NCJ Number
109760
Journal
Journal of Criminal Law and Criminology Volume: 78 Issue: 3 Dated: (Fall 1987) Pages: 586-613
Date Published
1987
Length
28 pages
Annotation
This article examines the prevalence and incidence of victimization and offending in a general youth population in four high-crime neighborhoods.
Abstract
The central hypothesis tested is that the populations of victims and offenders are isomorphic and that the social psychological correlates of victimization resemble the correlates of offending within the sample. The theoretical framework is an integration of control and social learning theories. A general urban youth sample was drawn from students in four inner city, high-crime neighborhoods. Students were chosen from randomly selected classrooms from all grades in each school.
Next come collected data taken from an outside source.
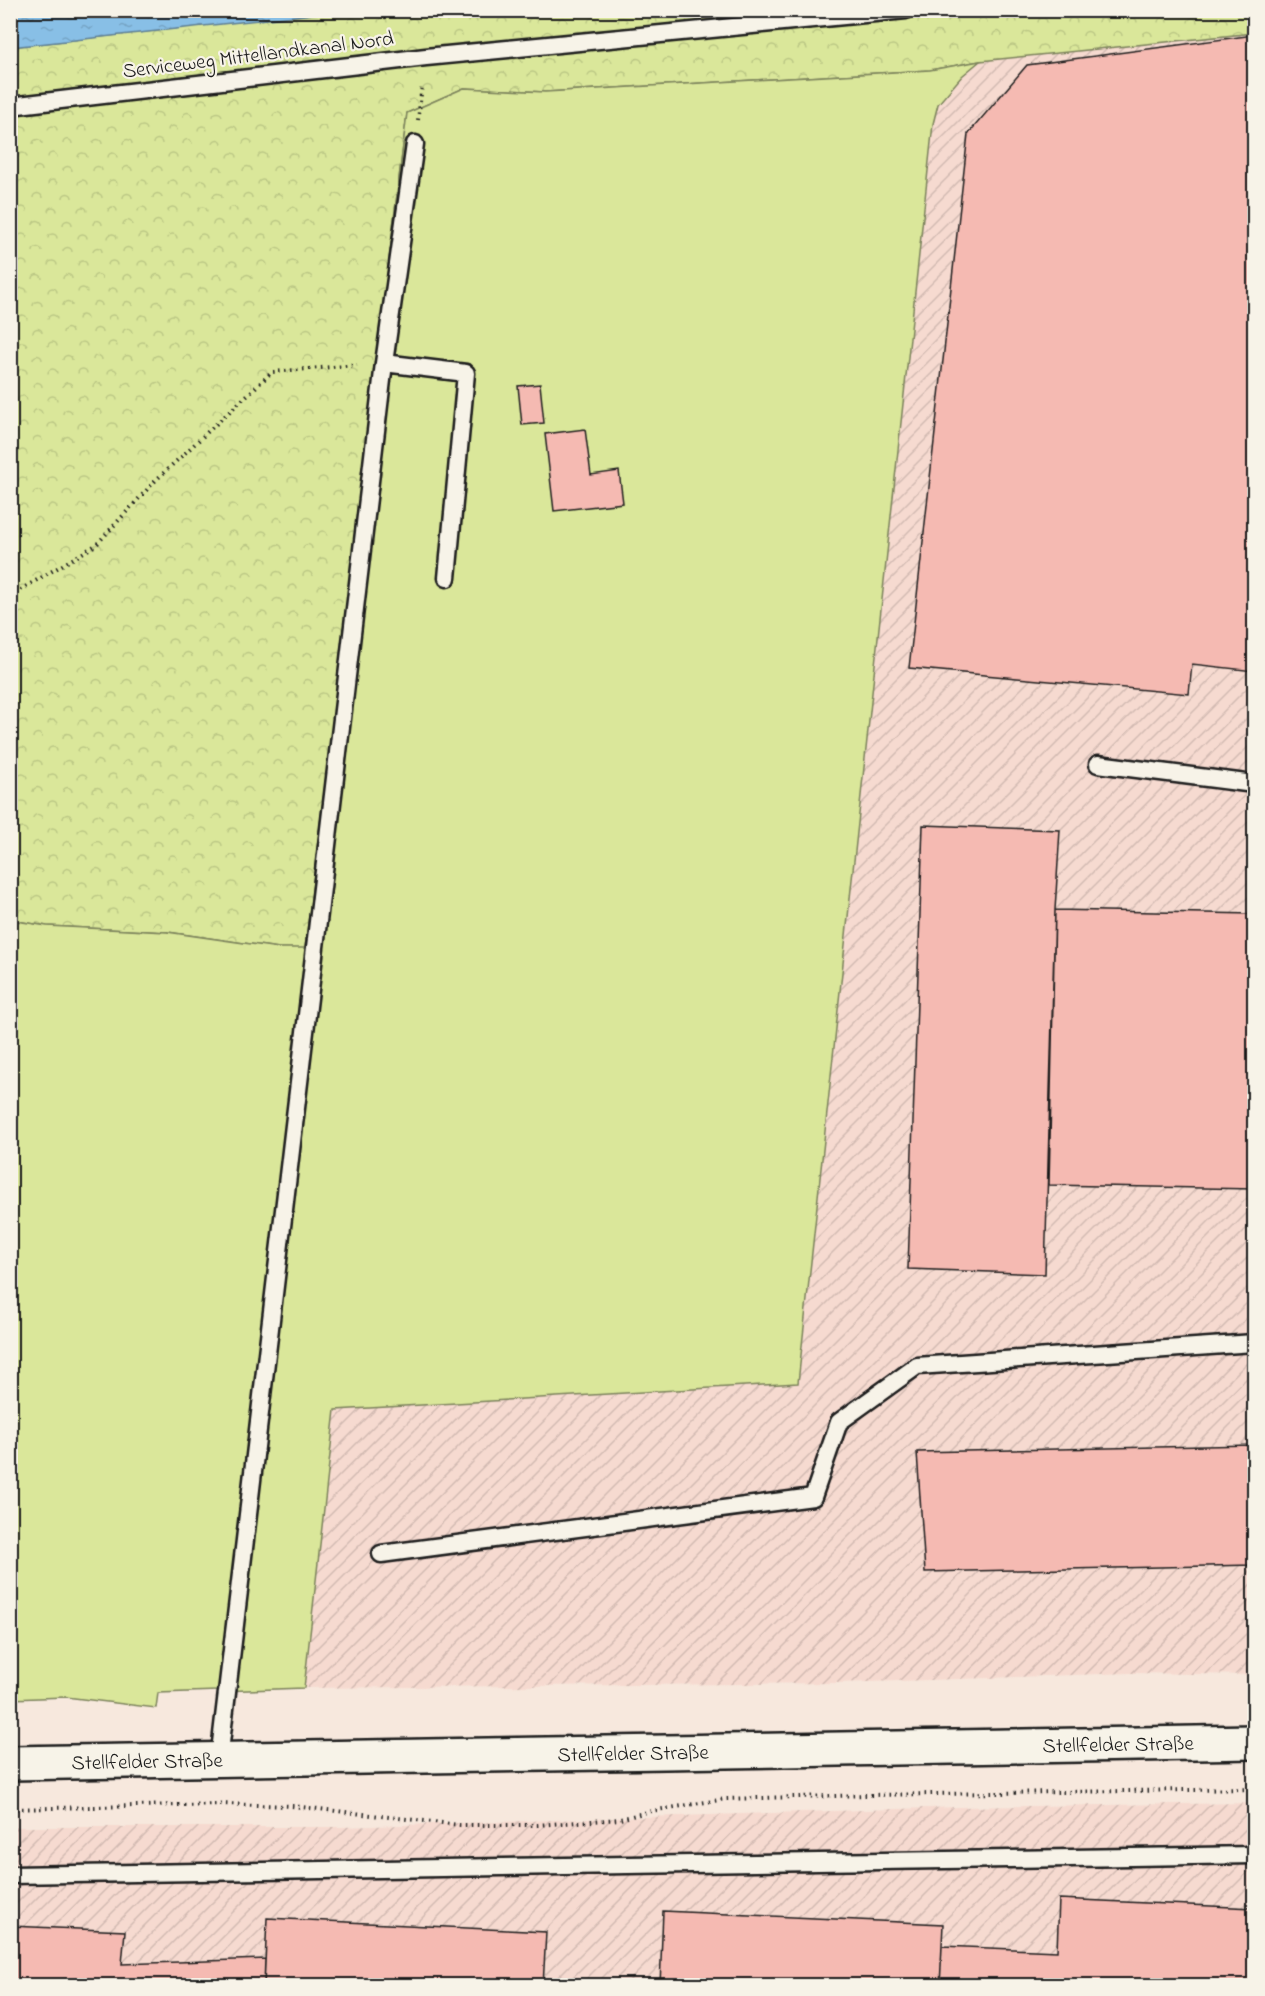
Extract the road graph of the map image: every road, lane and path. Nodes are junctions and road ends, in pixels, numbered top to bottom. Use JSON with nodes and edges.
{"nodes":[{"id":1,"x":906,"y":10,"type":"edge"},
{"id":2,"x":426,"y":57,"type":"junction"},
{"id":3,"x":10,"y":106,"type":"edge"},
{"id":4,"x":415,"y":144,"type":"joint"},
{"id":5,"x":384,"y":363,"type":"junction"},
{"id":6,"x":447,"y":578,"type":"dead end"},
{"id":7,"x":10,"y":596,"type":"edge"},
{"id":8,"x":1098,"y":764,"type":"dead end"},
{"id":9,"x":1254,"y":784,"type":"edge"},
{"id":10,"x":1254,"y":1342,"type":"edge"},
{"id":11,"x":381,"y":1554,"type":"dead end"},
{"id":12,"x":1254,"y":1742,"type":"edge"},
{"id":13,"x":219,"y":1760,"type":"junction"},
{"id":14,"x":10,"y":1763,"type":"edge"},
{"id":15,"x":1254,"y":1789,"type":"edge"},
{"id":16,"x":10,"y":1809,"type":"edge"},
{"id":17,"x":1254,"y":1854,"type":"edge"},
{"id":18,"x":10,"y":1875,"type":"edge"}],
"edges":[{"from":1,"to":2,"type":"lane","name":"Serviceweg Mittellandkanal Nord"},
{"from":2,"to":3,"type":"lane","name":"Serviceweg Mittellandkanal Nord"},
{"from":2,"to":4,"type":"path"},
{"from":4,"to":5,"type":"lane"},
{"from":5,"to":6,"type":"lane"},
{"from":5,"to":7,"type":"path"},
{"from":5,"to":13,"type":"lane"},
{"from":8,"to":9,"type":"lane"},
{"from":10,"to":11,"type":"lane"},
{"from":12,"to":13,"type":"street","name":"Stellfelder Straße"},
{"from":13,"to":14,"type":"street","name":"Stellfelder Straße"},
{"from":15,"to":16,"type":"path"},
{"from":17,"to":18,"type":"lane"}]}
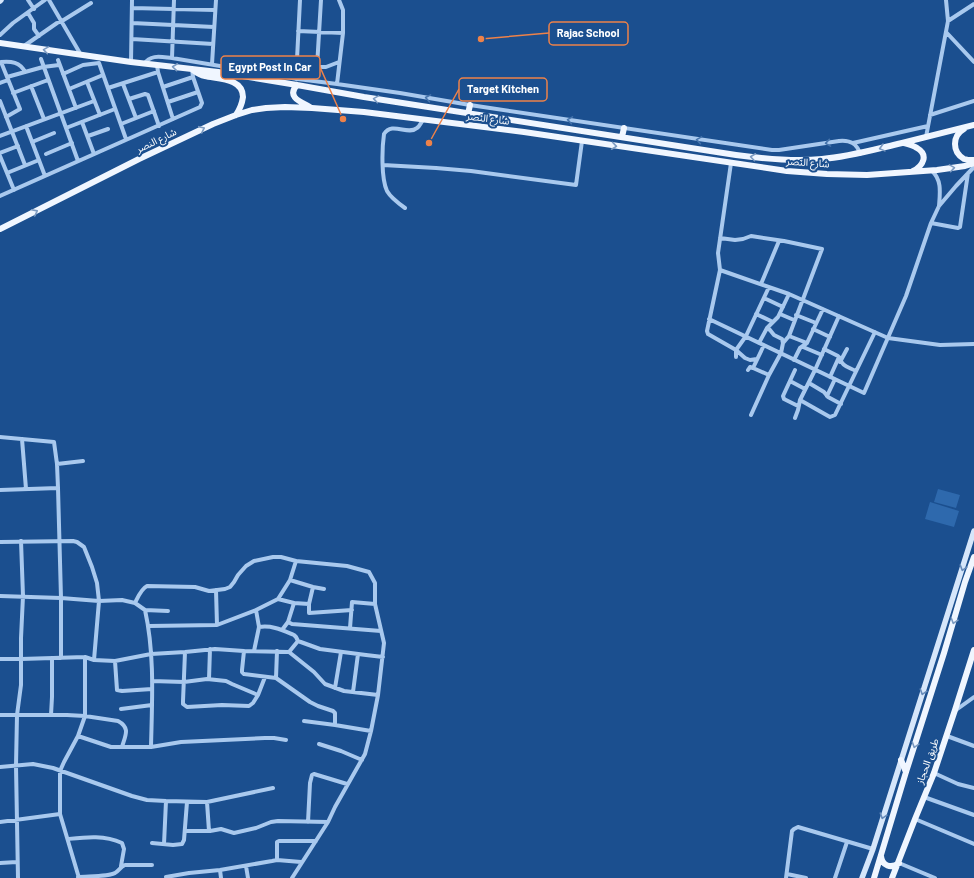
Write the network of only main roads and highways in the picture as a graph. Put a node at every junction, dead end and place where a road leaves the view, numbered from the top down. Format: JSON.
{"nodes":[{"id":1,"x":0,"y":43,"type":"edge"},
{"id":2,"x":192,"y":69,"type":"junction"},
{"id":3,"x":296,"y":82,"type":"junction"},
{"id":4,"x":470,"y":105,"type":"road end"},
{"id":5,"x":312,"y":108,"type":"junction"},
{"id":6,"x":468,"y":114,"type":"junction"},
{"id":7,"x":236,"y":115,"type":"junction"},
{"id":8,"x":971,"y":126,"type":"edge"},
{"id":9,"x":624,"y":128,"type":"road end"},
{"id":10,"x":622,"y":138,"type":"junction"},
{"id":11,"x":902,"y":143,"type":"junction"},
{"id":12,"x":974,"y":162,"type":"edge"},
{"id":13,"x":911,"y":172,"type":"junction"},
{"id":14,"x":0,"y":229,"type":"edge"},
{"id":15,"x":974,"y":531,"type":"edge"},
{"id":16,"x":974,"y":557,"type":"edge"},
{"id":17,"x":974,"y":650,"type":"edge"},
{"id":18,"x":901,"y":760,"type":"junction"},
{"id":19,"x":906,"y":772,"type":"junction"},
{"id":20,"x":881,"y":856,"type":"junction"},
{"id":21,"x":899,"y":863,"type":"junction"},
{"id":22,"x":862,"y":878,"type":"edge"},
{"id":23,"x":874,"y":878,"type":"edge"},
{"id":24,"x":892,"y":878,"type":"edge"}],
"edges":[{"from":2,"to":1,"type":"main road","name":"شارع النصر","one_way":true},
{"from":2,"to":3,"type":"main road","name":"شارع النصر"},
{"from":2,"to":7,"type":"main road"},
{"from":3,"to":5,"type":"main road"},
{"from":6,"to":3,"type":"main road","name":"شارع النصر","one_way":true},
{"from":4,"to":6,"type":"main road"},
{"from":5,"to":7,"type":"main road","name":"شارع النصر"},
{"from":5,"to":13,"type":"main road","name":"شارع النصر","one_way":true},
{"from":6,"to":10,"type":"main road","name":"شارع النصر"},
{"from":14,"to":7,"type":"main road","name":"شارع النصر","one_way":true},
{"from":8,"to":11,"type":"main road","name":"شارع النصر"},
{"from":8,"to":12,"type":"main road"},
{"from":9,"to":10,"type":"main road"},
{"from":11,"to":10,"type":"main road","name":"شارع النصر","one_way":true},
{"from":11,"to":13,"type":"main road"},
{"from":13,"to":12,"type":"main road","name":"شارع النصر","one_way":true},
{"from":15,"to":18,"type":"main road","one_way":true},
{"from":16,"to":19,"type":"main road","one_way":true},
{"from":17,"to":21,"type":"main road","name":"طريق الحجاز"},
{"from":18,"to":19,"type":"main road"},
{"from":18,"to":22,"type":"main road","one_way":true},
{"from":19,"to":20,"type":"main road"},
{"from":20,"to":21,"type":"main road"},
{"from":20,"to":23,"type":"main road"},
{"from":21,"to":24,"type":"main road","name":"طريق الحجاز"}]}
The survey questionnaire -- including demographic items, delinquency measures, victimization items, and attitudinal measures -- was administered in the spring of 1983 and the fall of 1984 to 342 male students and 324 female students. Findings indicate that although the characteristics of offenders and victims overlap, the social processes which produce offending and victimization are not identical. The isomorphism between victims and offenders may be due to the aggregate characteristics of the neighborhoods where each group concentrates, or to normative social processes among inner city youth. Victimization is apparently a significant factor associated with delinquency severity, but the direction of this relationship is uncertain. Victimization rates are high in inner cities, but victimization does not explain delinquency rates. 6 tables, appended data, and 63 footnotes.